Visa wish-list

Re: "Cabinet to talk visa-free China policy", (BP, Sept 10).

PM Srettha Thavisin should decide on short-term Band-Aid like visas on arrival in the context of a long-term approach to reforming our immigration laws.

We should use a points-based approach, perhaps like Australia's, to approving applicants who will give us the type of people we need.

We want those who will appreciate our culture, rather than look down on us, while helping us to learn from theirs. So, give points for passing in-depth culture appreciation programmes, perhaps like those that the US Peace Corps require their volunteers to pass before going on-station.

We need those with science, technology, engineering, and mathematics skills. We should give points to recent Stem graduates from the world's top 150 universities, so investors will have the highly-skilled staff needed.

We should reserve any given occupation for Thais only for two years so that we can prepare for and be able to compete with the world.

The quality of Thai education is poor, as shown by our Pisa scores and low university rankings. Import the instructors needed at all levels.

We should look upon immigrants, including refugees, as sources of skilled people whom we sorely need. For example, the Taliban has virtually condemned their girls and women to a life of bondage. We should seek out those with the needed skills, and their immediate families, to help us, especially in our rural areas as they learn our culture and language.
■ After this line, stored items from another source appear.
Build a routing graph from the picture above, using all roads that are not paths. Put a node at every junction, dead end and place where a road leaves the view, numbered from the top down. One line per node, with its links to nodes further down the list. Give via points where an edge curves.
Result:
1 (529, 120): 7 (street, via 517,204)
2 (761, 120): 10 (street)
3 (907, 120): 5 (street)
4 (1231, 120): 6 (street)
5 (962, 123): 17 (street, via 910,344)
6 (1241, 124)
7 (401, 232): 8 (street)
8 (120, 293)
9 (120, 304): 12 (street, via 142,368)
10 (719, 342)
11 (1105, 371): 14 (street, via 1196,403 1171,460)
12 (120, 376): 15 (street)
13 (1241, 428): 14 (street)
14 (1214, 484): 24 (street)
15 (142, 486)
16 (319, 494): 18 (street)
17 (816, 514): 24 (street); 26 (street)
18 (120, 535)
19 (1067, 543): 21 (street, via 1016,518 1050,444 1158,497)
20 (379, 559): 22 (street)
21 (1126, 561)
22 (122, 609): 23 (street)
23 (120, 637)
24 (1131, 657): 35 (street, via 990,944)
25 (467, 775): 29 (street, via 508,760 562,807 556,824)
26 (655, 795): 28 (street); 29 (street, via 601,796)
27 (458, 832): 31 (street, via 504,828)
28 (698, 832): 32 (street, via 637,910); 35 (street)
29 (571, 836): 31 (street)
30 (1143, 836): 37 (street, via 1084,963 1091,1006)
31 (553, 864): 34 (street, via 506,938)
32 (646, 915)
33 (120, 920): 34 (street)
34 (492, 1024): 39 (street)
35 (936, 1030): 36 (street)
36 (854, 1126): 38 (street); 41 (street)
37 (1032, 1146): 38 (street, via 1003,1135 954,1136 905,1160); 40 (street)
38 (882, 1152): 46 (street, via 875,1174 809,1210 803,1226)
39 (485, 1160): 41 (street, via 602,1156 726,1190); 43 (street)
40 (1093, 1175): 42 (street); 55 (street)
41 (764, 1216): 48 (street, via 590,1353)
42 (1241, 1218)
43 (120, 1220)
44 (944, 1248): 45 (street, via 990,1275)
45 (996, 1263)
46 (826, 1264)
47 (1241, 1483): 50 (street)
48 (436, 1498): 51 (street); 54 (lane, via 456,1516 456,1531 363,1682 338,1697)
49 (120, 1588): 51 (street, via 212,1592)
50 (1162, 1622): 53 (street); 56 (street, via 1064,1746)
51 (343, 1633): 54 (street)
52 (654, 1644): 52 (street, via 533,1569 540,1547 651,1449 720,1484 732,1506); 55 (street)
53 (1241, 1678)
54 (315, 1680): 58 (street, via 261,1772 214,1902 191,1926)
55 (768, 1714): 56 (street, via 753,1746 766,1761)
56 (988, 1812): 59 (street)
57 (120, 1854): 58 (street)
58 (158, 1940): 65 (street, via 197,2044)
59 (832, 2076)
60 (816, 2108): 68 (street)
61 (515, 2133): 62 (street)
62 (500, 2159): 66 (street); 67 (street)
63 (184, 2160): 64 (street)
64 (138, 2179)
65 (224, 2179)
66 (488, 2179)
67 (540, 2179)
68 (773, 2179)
Thailand has consistently had the highest suicide rate in Asean, and suicide is the second leading cause of death among 15–29 year-olds. But a 75-year-old study by Harvard psychiatrist Robert Waldinger found that "good relationships keep us happier and healthier".

So, we must design programmes to teach and promote strong, healthy relationships, which will involve importing many foreign experts to train their Thai counterparts in secondary schools and universities.

Immigrants are more law-abiding than the native-born (see "Two charts demolish the notion that immigrants here illegally commit more crime", Washington Post, June 19, 2018).

We require about 20 year's worth of criminal records, if any, from overseas for each applicant for long-term stay vs none for those born on Thai soil.

Also, we've given millions of visas on arrival through the years, with satisfactory results, which is why we're considering giving them again. I see no reason why we need to know the backgrounds of non-Thais to a greater degree than for Thais.

Burin Kantabutra

Graft on display

Re: "Kamnan surrenders after 'ordering' officer's killing", (BP, Sept 8).

Apart from watching the usual news about the busting of underground casinos or illegal online gambling under alleged police protection, the public rarely knows much about behind the scenes police corruption.

Until the recent case when a police officer was killed in cold blood by a gunman at a party organised by an influential kamnan (subdistrict head) in front of more than 20 guests who were police officers.

In a related clip of the deadly party, we can see sturdy men with close-cropped hair, buzzing with euphoria around the kamnan, like butter wouldn't melt in their mouth.

Anyone who walks into a Thai police station to file a complaint or seek assistance, would most likely find the police officers there different from those jolly fellows they saw in the clip.

Ten years after the military coup, there has been no reform of the Thai police force as the coup makers had promised. How much longer do we have to wait?

Yingwai Suchaovanich

No illness here

Re: "Thailand is a 'sick' nation", (BP, Sept 12).

The prime minister's statement labelling his country a "sick nation" must have done wonders for Thailand's image around the world. With its history of mismanagement and pie in the sky stop/start policies by Thai politicians, it brings to mind, "Physician. Heal thyself."

The country is not sick. It is those that lead it who need a dose of their own medicine.